Required work: Every line containing the word "يونس" must be pulled from the records.

Given data below:

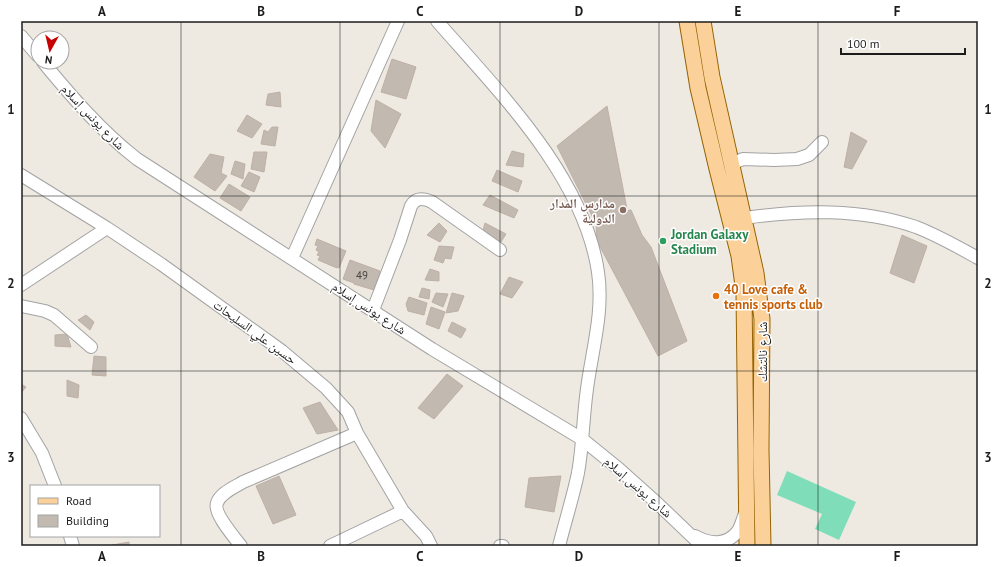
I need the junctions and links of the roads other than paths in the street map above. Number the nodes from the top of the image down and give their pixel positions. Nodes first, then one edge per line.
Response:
1 (398, 21) edge
2 (437, 21) edge
3 (687, 21) edge
4 (703, 21) edge
5 (21, 36) edge
6 (30, 47) edge
7 (49, 70) edge
8 (822, 142) dead end
9 (731, 164) junction
10 (21, 175) edge
11 (744, 218) junction
12 (107, 228) junction
13 (500, 250) dead end
14 (292, 258) junction
15 (978, 258) edge
16 (21, 285) edge
17 (21, 306) edge
18 (372, 310) junction
19 (91, 347) dead end
20 (21, 418) edge
21 (357, 433) junction
22 (582, 439) junction
23 (54, 485) edge
24 (747, 509) junction
25 (404, 512) junction
26 (688, 532) junction
27 (241, 546) edge
28 (330, 546) edge
29 (431, 546) edge
30 (559, 546) edge
31 (702, 546) edge
32 (747, 546) edge
33 (763, 546) edge

1 - 14 street
2 - 22 street
3 - 24 main road, شارع نالتشك
4 - 9 main road, شارع نالتشك
5 - 6 street
7 - 14 street, شارع يونس إسلام
8 - 9 street
9 - 11 main road, شارع نالتشك
10 - 12 street, حسين علي السليحات
11 - 15 street
11 - 33 main road, شارع نالتشك
12 - 16 street
12 - 21 street, حسين علي السليحات
13 - 18 street
14 - 18 street, شارع يونس إسلام
17 - 19 street
18 - 22 street, شارع يونس إسلام
20 - 23 street
21 - 25 street, حسين علي السليحات
21 - 27 street
22 - 26 street, شارع يونس إسلام
22 - 30 street
24 - 26 street
24 - 32 main road, شارع نالتشك
25 - 28 street
25 - 29 street, حسين علي السليحات
26 - 31 street, شارع يونس إسلام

End of Given data.

Solution for this task:
7 - 14 street, شارع يونس إسلام
14 - 18 street, شارع يونس إسلام
18 - 22 street, شارع يونس إسلام
22 - 26 street, شارع يونس إسلام
26 - 31 street, شارع يونس إسلام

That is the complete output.